84. The method of embodiment 82 or 83, among others, wherein the method comprises:

bringing one or more workpieces (102) into one or more processing chambers (148) of one or more processing stations (114);

to perform a process fluid flood of one or more process chambers (148),

wherein by means of a fluid guide (140)

a) Directing fluid from the fluid tank (134) into the respective process chambers (148) to submerge one or more process chambers (148); and/or

b) In order to empty the treatment chambers (148), fluid is guided from the respective treatment chamber (148) into the fluid tank (134).

85. The method according to one of the embodiments 82 to 84, characterized in that the fluids are fed sequentially, in particular completely staggered in time,

a) is withdrawn from the fluid tank (134) and supplied to one or more process chambers (148) and

b) thereafter, in particular immediately, or at a later point in time, for example after the fluid has been purified in the purification device (200), is conducted back into the fluid tank (134),

wherein the fluid tank (134) and/or the one or more treatment chambers (148) are thereby preferably alternately filled and emptied.

86. The method according to one of the embodiments 82 to 85, characterized in that the fluids are fed sequentially, in particular completely staggered in time,

a) is supplied to one or more process chambers (148) of a process station (114) of the first process unit (106), and

b) thereafter, in particular immediately, or at a later point in time, for example after an intermediate storage in an intermediate storage tank, is supplied to one or more treatment chambers (148) of the treatment stations (114) of the second treatment unit (106).

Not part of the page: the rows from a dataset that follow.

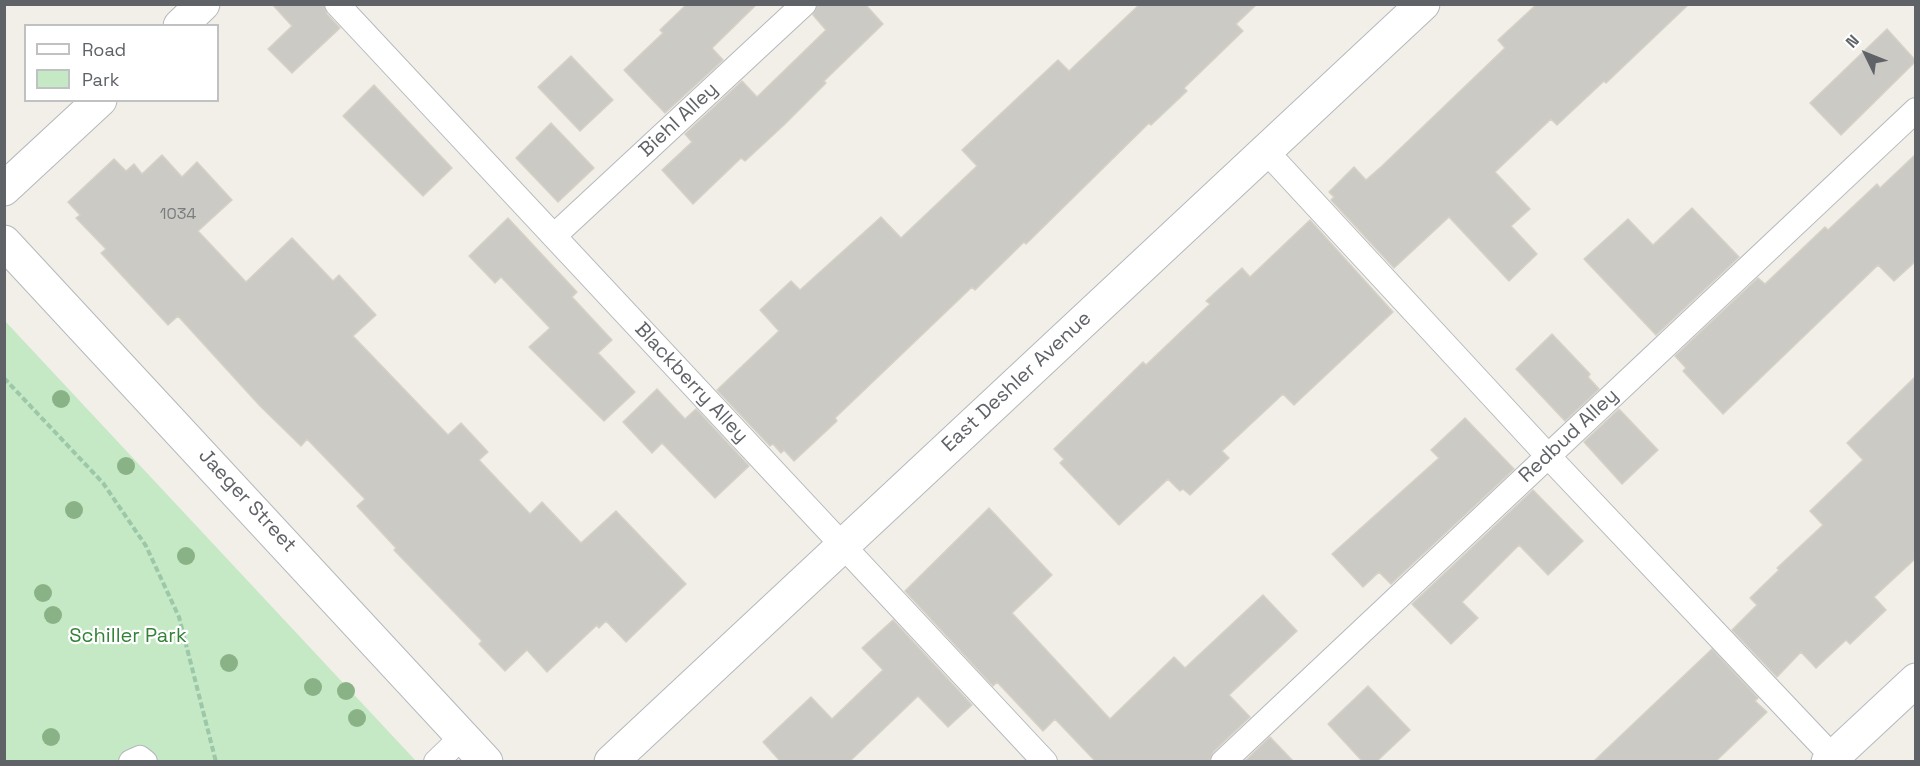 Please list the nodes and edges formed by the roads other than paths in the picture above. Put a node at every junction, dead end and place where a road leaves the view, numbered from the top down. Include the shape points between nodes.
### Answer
1 (202, 4) edge
2 (337, 4) edge
3 (804, 4) edge
4 (1423, 4) edge
5 (182, 24) edge
6 (98, 102) edge
7 (1916, 110) edge
8 (1265, 150) junction
9 (4, 189) edge
10 (554, 236) junction
11 (4, 242) edge
12 (1548, 456) junction
13 (843, 544) junction
14 (1916, 680) edge
15 (463, 736) junction
16 (1831, 759) edge
17 (436, 762) edge
18 (486, 762) edge
19 (611, 762) edge
20 (1045, 762) edge
21 (1223, 762) edge

1 - 5 street
2 - 10 lane, Blackberry Alley
3 - 10 lane, Biehl Alley
4 - 8 street, East Deshler Avenue
6 - 9 street
7 - 12 lane, Redbud Alley
8 - 12 lane
8 - 13 street, East Deshler Avenue
10 - 13 lane, Blackberry Alley
11 - 15 street, Jaeger Street
12 - 16 lane
12 - 21 lane, Redbud Alley
13 - 19 street, East Deshler Avenue
13 - 20 lane, Blackberry Alley
14 - 16 street
15 - 17 lane
15 - 18 street, Jaeger Street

87. Method for treating a workpiece (102), in particular for cleaning and/or coating a vehicle body (104), in particular according to one of embodiments 82 to 86, wherein the method comprises:

the workpiece (102) is brought into the process chamber (148) of the process container (136) through the passage opening (158) of the process container (136);

closing the passage opening (158) of the treatment container (136) by means of a closing device (164);

the processing chamber (148) is flooded with fluid for performing the workpiece processing.

88. Method for treating a workpiece (102), in particular for cleaning and/or coating a vehicle body (104), in particular according to one of embodiments 82 to 87, wherein the method comprises:

transporting one or more workpieces (102) by means of a transport device (110);

bringing one or more workpieces (102) into a process chamber (148) of a process station (114) for performing a process step;

flooding the process chamber (148) with a fluid;

removing the fluid and removing the workpiece (102) from the process chamber (148) by means of the transport device (110),

wherein the workpiece (102) is brought into the process chamber (148) and out of the process chamber, in particular in an at least approximately horizontal direction.

89. Method for processing workpieces (102), in particular according to one of the embodiments 82 to 88, characterized in that the workpiece (102) is transported from a processing station (114) to the next processing station along a main transport direction (116) and is brought into a processing chamber (148) of the processing station (114) in a bringing-in direction (182) which extends transversely, in particular perpendicularly, to the main transport direction (116).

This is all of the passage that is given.